[EXERCISE DIRECTIONS]: In the entries below, find the string "points" and return each line holding it.

[INPUT DATA]:

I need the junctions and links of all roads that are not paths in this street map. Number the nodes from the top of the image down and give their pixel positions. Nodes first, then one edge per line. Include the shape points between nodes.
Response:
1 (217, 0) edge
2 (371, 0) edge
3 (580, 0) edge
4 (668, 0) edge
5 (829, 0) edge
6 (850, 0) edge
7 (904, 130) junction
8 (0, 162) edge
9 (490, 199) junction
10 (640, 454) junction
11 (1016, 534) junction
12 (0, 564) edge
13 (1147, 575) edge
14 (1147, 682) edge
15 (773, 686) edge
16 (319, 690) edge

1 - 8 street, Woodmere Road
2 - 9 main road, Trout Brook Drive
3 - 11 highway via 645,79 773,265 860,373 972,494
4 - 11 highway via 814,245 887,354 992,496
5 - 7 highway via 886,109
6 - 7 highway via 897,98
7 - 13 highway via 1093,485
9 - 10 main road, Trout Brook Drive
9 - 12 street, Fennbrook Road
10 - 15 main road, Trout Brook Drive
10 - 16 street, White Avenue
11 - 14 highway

* * *

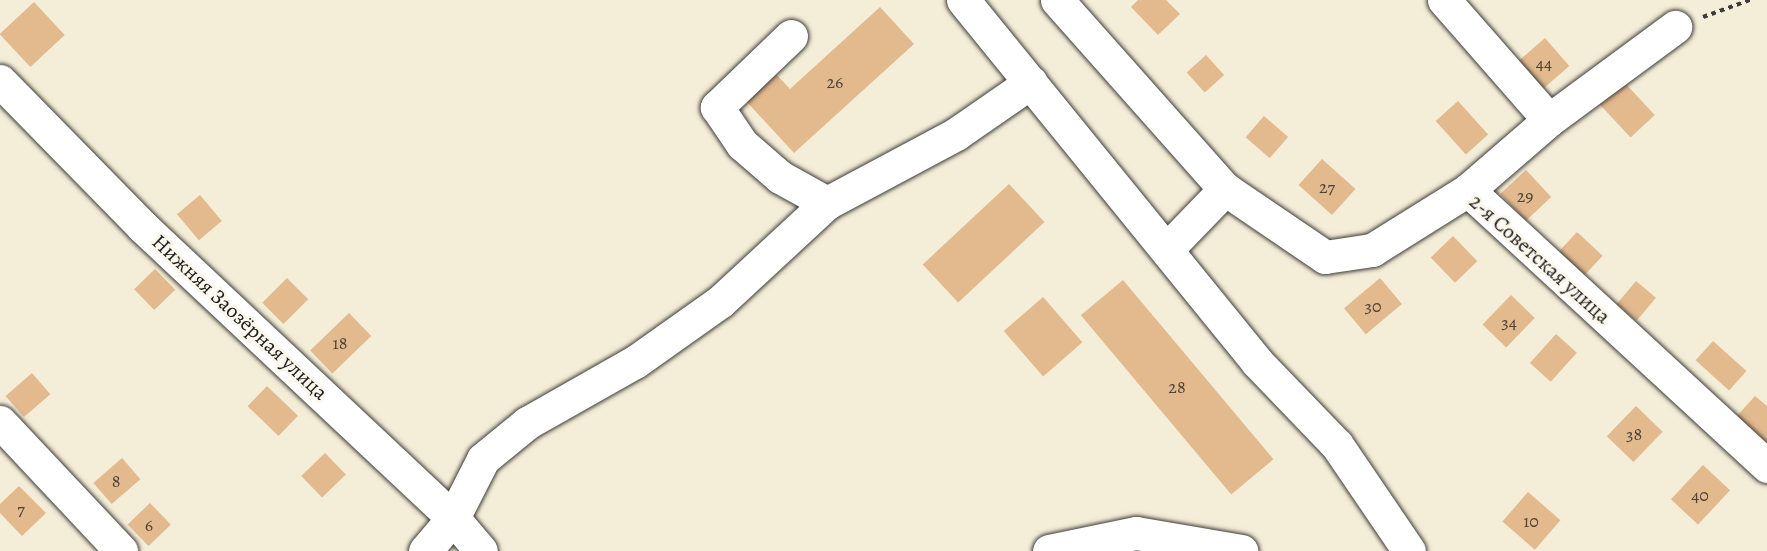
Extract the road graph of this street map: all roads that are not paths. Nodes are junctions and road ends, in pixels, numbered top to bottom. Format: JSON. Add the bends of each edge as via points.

[TASK ANSWER]:
I need the junctions and links of all roads that are not paths in this street map. Number the nodes from the top of the image down and give their pixel positions. Nodes first, then one edge per line. Include the shape points between nodes.
Extract the road graph of this street map: all roads that are not paths. Nodes are junctions and road ends, in pixels, numbered top to bottom. Format: JSON. Add the bends of each edge as via points.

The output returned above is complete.